And my four year old loves the double stroller. She walks when she wants, and when she gets tired she can ride. Or like today when we had to wait in line at the PO, she brought books and toys so she could sit and play with them.


----------



## User101 (Mar 3, 2002)

Returning and reopening.









Please keep the User Agreement in mind when posting, and be respectful to one another. You're more than welcome to engage in polite debate while discussing the topic at hand; you are not welcome to call each other judgmental, engage in namecalling, post to discuss other members' behavior on the thread, or personally attack/take issue with other members.

That said, carry on.


----------



## ~pi (May 4, 2005)

Quote:


Originally Posted by *sisteeesmama* 
I have never had a 3yo that actually wanted to be in a stroller.

My 3 yo is totally happy to get in the stroller partway into regular 7-10 mi walks with multiple playground stops along the way. He is also happy to get in the Ergo halfway through mountain hikes, despite being otherwise adamantly opposed to the idea.

My experience: Get a child tired enough and that child will be happy to ride in whatever conveyance s/he is offered.

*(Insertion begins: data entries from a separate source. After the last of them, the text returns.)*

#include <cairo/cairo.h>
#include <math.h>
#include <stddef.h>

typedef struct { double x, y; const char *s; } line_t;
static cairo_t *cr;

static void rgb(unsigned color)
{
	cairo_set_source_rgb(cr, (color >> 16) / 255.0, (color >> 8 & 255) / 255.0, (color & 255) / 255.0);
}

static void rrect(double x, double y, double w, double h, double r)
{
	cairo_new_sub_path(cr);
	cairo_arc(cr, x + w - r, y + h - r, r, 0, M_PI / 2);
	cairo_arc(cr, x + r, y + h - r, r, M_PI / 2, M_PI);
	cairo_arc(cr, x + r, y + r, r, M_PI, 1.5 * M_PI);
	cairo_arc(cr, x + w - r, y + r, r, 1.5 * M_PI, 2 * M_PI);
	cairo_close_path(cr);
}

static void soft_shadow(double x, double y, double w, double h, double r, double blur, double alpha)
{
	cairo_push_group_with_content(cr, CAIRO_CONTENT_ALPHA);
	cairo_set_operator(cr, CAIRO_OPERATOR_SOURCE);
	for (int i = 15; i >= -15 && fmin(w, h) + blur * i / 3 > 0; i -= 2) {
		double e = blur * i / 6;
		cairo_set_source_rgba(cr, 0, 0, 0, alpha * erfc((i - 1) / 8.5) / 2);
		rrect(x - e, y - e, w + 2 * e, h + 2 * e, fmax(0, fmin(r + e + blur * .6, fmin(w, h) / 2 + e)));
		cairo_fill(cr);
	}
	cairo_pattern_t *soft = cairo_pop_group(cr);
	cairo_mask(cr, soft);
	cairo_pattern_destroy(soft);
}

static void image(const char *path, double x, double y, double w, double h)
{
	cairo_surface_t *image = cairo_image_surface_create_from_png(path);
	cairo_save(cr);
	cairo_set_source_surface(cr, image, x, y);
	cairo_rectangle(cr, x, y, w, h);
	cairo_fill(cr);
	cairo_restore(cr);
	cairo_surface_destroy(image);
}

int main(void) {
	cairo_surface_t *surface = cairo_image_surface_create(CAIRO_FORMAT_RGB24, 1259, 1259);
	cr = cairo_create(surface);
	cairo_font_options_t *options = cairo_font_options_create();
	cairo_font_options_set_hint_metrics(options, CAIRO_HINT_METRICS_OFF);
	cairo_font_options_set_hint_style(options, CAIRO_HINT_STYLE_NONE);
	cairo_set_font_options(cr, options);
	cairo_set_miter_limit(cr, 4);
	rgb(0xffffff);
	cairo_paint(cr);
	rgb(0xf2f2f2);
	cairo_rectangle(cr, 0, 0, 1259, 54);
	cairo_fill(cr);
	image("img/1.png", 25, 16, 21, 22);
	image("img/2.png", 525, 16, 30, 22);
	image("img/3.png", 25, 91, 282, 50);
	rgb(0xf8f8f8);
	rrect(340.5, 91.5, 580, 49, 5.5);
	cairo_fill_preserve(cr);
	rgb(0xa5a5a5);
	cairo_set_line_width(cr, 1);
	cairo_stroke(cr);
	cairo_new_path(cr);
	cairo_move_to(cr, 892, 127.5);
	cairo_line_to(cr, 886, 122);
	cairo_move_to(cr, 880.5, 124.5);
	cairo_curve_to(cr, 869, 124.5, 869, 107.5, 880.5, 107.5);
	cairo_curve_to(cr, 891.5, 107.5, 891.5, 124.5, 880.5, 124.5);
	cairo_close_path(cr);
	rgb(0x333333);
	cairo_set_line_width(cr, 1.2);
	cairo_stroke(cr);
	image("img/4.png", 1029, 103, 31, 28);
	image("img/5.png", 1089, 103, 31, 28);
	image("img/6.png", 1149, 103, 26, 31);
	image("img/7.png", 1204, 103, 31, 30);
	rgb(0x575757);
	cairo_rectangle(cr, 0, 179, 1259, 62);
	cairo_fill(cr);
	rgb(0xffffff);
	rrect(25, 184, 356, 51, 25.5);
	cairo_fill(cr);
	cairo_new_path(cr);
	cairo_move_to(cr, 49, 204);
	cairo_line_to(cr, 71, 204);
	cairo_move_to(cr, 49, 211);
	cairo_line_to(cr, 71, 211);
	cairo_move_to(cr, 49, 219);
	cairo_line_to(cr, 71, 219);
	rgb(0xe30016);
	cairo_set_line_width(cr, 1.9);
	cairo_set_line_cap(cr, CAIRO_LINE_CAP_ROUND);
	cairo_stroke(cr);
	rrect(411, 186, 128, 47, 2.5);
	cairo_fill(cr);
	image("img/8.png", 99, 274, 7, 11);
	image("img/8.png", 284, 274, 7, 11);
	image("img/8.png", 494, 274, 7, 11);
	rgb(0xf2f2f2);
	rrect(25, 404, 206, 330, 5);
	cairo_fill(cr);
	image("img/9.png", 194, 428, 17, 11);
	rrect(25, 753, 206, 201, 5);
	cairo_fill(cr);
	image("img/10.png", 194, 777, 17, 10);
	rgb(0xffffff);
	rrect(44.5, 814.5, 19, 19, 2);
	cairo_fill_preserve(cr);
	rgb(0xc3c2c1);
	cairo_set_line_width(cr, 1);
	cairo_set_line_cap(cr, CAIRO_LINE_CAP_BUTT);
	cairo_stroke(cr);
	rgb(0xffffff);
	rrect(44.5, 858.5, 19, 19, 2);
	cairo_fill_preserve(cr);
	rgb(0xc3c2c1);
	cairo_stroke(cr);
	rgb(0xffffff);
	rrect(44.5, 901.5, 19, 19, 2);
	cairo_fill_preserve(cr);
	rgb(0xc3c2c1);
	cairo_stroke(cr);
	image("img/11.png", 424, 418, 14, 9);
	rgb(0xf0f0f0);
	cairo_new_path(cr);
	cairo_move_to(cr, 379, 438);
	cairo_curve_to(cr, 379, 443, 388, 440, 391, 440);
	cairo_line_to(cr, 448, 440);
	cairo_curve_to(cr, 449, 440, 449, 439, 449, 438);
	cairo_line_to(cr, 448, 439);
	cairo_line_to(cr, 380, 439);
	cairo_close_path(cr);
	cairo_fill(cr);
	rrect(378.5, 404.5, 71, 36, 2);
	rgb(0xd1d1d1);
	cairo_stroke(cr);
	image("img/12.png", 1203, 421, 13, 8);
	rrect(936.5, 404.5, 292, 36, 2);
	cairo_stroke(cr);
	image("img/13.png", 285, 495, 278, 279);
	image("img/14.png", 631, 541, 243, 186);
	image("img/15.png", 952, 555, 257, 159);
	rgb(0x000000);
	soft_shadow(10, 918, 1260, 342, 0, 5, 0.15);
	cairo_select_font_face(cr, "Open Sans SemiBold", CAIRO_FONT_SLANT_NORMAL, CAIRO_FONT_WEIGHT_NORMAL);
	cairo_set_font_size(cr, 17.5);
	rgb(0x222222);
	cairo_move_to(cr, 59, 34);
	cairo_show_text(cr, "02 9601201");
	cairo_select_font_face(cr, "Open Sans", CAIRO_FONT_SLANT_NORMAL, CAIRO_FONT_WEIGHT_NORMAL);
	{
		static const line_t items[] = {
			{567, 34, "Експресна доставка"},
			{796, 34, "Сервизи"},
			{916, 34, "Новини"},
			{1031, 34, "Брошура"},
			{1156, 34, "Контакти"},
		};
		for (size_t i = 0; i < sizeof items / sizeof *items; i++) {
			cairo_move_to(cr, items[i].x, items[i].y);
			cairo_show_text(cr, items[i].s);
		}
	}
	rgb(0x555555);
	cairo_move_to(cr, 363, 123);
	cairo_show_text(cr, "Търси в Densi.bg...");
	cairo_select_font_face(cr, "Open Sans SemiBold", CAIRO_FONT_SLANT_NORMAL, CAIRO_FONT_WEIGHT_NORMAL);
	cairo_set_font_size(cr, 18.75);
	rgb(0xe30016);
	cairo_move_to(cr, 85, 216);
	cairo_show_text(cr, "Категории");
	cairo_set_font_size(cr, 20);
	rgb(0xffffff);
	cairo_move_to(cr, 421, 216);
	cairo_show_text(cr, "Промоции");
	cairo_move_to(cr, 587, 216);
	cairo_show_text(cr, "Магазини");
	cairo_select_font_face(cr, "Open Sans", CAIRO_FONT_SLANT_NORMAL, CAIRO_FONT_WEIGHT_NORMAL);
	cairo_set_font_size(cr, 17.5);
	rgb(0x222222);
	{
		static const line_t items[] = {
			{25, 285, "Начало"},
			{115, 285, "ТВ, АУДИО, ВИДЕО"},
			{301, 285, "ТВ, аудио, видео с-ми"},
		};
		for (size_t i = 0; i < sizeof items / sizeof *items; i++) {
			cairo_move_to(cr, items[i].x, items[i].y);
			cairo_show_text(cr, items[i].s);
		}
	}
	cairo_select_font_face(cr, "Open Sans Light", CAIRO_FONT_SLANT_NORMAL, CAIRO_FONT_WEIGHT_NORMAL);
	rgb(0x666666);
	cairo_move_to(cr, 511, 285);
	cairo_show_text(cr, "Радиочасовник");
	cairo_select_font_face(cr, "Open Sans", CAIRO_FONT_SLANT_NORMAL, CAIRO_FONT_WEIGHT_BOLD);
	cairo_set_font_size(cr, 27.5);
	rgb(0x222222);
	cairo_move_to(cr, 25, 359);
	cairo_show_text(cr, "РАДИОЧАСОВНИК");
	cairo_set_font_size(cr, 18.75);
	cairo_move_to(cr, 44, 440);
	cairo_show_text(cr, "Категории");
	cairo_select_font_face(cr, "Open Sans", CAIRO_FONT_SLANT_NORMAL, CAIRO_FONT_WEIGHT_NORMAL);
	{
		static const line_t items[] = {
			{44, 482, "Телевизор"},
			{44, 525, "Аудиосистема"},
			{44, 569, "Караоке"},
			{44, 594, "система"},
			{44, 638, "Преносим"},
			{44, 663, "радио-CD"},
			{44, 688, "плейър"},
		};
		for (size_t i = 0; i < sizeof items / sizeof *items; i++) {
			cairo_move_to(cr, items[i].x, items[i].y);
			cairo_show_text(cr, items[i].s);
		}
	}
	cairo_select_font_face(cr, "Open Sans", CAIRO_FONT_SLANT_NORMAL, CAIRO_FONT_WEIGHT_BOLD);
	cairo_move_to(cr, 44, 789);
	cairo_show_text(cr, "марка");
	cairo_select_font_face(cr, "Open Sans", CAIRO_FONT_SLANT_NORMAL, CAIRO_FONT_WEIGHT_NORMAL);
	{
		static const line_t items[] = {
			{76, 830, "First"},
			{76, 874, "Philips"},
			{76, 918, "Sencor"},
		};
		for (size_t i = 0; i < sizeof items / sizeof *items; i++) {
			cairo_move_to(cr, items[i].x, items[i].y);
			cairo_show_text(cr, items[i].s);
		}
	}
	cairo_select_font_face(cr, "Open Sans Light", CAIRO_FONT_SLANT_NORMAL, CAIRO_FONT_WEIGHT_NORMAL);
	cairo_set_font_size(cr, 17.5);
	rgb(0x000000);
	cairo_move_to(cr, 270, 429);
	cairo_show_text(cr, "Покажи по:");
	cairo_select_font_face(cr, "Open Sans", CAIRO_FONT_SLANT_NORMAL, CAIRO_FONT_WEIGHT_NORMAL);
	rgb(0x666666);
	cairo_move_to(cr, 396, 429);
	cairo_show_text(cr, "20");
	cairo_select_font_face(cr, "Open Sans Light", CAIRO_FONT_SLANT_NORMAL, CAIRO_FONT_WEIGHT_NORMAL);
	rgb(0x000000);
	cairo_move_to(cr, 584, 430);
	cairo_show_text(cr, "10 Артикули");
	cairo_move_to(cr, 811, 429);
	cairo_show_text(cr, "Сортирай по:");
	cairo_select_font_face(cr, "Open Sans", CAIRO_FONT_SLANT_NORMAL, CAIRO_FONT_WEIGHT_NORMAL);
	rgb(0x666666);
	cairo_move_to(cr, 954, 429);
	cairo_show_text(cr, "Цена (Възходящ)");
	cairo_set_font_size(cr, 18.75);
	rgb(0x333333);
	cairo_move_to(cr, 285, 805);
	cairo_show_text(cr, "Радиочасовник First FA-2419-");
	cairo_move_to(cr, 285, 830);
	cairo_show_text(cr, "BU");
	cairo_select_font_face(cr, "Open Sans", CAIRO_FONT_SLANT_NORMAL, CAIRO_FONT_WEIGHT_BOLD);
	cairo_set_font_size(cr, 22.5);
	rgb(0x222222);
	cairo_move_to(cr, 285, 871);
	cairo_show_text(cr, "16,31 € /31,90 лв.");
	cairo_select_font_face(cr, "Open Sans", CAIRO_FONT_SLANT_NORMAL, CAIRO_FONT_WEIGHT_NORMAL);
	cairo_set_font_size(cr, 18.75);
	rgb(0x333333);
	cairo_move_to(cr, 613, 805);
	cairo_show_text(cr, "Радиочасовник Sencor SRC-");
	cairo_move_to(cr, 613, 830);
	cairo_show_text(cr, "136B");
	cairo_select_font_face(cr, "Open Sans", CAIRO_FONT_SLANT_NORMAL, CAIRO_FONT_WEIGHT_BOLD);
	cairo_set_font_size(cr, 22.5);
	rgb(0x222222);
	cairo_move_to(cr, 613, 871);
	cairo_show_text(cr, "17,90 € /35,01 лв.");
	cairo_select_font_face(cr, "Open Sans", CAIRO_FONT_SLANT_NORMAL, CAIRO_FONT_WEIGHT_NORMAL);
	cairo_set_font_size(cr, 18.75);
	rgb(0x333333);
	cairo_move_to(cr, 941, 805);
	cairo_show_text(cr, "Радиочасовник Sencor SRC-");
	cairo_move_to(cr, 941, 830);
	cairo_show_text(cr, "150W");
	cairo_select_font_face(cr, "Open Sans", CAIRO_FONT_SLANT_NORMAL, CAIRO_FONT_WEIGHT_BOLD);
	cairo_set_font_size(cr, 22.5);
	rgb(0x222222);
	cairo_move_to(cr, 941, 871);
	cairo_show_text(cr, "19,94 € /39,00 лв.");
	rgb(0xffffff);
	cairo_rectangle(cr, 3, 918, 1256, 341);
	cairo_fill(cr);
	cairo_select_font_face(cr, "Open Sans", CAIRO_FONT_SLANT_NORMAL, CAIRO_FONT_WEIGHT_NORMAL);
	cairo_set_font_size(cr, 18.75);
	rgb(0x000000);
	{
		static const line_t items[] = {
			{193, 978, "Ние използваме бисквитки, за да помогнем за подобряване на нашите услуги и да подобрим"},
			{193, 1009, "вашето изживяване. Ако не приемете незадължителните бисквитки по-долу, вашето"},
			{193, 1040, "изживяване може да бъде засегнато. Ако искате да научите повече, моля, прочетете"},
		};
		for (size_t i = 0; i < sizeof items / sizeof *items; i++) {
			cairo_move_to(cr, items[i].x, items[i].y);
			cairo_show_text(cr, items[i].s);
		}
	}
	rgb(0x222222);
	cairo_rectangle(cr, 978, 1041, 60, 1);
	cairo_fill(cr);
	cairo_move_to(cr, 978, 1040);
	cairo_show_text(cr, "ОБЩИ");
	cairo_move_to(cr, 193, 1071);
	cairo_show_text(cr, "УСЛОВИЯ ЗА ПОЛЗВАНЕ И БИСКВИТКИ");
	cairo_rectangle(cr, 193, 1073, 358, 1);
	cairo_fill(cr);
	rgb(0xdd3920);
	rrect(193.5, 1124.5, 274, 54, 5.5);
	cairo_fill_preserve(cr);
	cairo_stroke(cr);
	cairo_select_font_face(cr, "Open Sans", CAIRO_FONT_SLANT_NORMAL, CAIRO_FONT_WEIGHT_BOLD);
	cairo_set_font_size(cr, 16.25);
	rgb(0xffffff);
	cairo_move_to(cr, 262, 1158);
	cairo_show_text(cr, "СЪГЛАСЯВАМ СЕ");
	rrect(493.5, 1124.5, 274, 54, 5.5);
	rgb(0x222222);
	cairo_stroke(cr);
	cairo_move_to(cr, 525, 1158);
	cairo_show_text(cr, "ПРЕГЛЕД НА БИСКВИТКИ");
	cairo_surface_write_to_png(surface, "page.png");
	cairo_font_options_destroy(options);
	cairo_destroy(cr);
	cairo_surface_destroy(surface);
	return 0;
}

I understand the no-stroller idea. We didn't even buy a stroller until DS was almost 18 months old. We borrowed a ten year old pram/stroller from a neighbour when DS was a baby, but with one child, in a city, I found it easier to get around on public transportation with him in a carrier of some sort. We mostly used the pram for walking to the grocery store, because we could then use the basket to carry groceries home more easily. As DS got older, we found the pram more and more useful.

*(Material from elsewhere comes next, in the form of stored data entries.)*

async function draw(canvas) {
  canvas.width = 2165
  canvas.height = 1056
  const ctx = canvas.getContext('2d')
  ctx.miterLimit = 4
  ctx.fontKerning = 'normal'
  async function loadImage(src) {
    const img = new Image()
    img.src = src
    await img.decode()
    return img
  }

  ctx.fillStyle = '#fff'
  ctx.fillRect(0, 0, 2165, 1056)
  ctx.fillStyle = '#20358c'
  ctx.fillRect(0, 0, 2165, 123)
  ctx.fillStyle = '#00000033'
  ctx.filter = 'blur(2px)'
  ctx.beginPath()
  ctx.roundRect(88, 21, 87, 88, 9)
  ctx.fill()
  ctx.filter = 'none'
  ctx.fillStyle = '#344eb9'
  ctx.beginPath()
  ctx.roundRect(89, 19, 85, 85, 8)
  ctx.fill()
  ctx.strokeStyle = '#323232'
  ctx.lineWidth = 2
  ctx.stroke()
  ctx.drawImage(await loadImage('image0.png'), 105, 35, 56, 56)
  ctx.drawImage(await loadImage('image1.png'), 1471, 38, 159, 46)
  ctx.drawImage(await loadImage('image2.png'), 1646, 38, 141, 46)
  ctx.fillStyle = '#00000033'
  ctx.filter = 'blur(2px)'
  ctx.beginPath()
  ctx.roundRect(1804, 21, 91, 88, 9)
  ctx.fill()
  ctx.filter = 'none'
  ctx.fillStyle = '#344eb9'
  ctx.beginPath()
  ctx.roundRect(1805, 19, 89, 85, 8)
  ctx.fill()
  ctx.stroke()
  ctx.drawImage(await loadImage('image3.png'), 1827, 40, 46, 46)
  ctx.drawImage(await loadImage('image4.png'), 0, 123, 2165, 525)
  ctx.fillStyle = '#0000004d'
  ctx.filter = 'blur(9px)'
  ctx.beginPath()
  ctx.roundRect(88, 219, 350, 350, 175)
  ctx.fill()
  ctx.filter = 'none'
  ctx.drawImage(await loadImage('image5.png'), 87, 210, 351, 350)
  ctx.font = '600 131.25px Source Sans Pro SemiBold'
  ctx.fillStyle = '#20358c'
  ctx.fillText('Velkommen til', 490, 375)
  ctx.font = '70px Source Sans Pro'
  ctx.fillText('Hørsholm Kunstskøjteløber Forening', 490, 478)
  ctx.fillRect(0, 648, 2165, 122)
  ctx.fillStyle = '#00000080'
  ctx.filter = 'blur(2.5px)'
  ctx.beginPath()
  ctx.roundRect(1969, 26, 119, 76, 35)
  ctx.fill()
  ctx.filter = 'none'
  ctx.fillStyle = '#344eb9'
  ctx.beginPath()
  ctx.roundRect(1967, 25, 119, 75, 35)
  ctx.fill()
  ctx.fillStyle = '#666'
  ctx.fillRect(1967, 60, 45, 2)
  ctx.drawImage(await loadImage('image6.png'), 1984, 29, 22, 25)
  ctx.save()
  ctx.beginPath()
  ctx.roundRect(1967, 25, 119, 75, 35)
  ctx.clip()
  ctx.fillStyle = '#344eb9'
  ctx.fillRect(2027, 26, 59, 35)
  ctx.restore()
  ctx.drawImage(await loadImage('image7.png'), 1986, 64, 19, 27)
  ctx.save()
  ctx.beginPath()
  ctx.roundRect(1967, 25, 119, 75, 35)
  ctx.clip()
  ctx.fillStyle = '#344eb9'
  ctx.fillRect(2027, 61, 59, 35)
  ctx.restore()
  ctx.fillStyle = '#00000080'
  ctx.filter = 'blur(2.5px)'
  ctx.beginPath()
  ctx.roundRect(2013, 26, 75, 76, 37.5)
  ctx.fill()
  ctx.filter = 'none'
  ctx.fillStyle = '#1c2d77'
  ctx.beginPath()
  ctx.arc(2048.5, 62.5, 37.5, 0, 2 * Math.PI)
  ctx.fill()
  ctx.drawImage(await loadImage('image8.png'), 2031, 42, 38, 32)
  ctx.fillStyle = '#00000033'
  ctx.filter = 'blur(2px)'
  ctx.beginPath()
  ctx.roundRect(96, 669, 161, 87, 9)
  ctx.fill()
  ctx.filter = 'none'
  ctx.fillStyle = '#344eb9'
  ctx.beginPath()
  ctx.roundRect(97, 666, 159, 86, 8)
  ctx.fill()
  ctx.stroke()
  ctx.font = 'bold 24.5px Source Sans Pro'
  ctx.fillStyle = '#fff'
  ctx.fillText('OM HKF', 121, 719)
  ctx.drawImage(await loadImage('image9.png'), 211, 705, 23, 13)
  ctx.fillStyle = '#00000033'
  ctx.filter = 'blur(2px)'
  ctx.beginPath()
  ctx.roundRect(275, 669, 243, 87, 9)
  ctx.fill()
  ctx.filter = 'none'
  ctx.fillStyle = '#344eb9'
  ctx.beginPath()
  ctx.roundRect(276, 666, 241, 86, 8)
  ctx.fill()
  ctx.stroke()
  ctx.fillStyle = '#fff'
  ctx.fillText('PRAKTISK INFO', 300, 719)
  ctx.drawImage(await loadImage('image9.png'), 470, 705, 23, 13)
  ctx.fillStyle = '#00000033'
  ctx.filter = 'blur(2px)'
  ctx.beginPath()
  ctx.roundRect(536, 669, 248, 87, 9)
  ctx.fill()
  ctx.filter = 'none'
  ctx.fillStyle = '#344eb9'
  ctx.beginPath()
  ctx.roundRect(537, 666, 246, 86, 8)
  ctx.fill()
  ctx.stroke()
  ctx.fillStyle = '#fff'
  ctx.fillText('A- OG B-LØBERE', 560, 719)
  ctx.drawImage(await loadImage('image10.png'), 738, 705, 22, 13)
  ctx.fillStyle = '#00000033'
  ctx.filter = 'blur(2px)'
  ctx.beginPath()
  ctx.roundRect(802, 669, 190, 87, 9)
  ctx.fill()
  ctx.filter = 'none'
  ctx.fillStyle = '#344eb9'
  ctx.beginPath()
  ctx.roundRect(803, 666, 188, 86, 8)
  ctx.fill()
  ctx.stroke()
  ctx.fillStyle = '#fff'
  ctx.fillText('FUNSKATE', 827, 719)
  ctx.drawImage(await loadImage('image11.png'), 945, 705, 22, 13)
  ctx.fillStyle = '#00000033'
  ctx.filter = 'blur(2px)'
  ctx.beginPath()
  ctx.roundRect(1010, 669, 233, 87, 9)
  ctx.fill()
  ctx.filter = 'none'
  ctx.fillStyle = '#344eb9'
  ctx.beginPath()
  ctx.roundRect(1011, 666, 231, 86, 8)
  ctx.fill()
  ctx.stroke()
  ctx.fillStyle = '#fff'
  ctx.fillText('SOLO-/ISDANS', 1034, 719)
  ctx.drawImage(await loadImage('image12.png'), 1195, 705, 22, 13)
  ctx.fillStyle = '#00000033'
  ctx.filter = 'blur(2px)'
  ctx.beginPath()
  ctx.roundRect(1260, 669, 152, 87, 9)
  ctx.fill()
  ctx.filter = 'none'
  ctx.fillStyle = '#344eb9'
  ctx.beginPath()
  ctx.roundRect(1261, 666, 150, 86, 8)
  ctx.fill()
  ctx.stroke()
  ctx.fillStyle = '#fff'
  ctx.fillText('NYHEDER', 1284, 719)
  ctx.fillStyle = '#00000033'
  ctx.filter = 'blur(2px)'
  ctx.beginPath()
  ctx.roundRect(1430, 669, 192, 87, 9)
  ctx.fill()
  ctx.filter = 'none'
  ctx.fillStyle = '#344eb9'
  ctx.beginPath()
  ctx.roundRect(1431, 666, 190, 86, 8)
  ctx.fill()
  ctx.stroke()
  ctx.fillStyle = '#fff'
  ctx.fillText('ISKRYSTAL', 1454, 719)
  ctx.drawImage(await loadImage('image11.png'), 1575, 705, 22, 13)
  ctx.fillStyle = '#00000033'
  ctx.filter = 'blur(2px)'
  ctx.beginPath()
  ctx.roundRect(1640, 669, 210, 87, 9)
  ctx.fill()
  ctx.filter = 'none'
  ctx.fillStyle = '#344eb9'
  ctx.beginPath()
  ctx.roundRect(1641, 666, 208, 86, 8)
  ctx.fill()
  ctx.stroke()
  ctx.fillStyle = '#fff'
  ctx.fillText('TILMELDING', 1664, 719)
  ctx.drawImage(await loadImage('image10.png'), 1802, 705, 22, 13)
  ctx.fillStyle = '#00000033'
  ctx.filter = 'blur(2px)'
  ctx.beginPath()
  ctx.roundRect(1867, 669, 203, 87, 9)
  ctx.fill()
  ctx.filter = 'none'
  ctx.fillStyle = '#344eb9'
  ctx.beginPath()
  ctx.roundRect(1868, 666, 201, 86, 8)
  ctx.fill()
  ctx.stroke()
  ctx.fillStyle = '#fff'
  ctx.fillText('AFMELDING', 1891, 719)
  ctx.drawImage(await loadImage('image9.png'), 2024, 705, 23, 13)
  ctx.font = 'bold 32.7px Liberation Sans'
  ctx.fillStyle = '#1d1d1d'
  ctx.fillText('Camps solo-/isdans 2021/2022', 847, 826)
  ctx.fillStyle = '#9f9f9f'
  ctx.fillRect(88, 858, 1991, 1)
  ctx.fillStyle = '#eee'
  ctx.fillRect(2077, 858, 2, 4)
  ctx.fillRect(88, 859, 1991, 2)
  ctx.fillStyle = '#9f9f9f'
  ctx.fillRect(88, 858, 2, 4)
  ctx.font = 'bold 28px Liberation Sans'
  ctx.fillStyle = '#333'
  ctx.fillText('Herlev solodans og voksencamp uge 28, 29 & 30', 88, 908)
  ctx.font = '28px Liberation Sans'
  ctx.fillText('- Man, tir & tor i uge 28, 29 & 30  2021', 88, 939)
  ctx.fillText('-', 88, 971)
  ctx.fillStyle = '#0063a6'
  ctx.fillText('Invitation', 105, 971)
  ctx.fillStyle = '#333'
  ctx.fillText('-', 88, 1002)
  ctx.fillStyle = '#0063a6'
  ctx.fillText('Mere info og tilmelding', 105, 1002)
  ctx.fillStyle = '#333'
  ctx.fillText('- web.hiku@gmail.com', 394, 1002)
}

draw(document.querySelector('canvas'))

A stroller can be incredibly useful and convenient, _especially when you walk a lot of places_. Necessary? Maybe not. Convenient and can replace driving? Yes.

I'm sure that some people have children who have walked 20 miles daily from the time they could toddle. And they do it without complaining. Uphill both ways. Just because that's what was expected of them.

Sadly, I wasn't smart enough to build that particular model.


----------



## Altair (May 1, 2005)

Didn't see the actual link to the article a PP wrote about-- mother's and children taking up space. it was on salon.com and written by a mother in my neighborhood. (park slope brooklyn)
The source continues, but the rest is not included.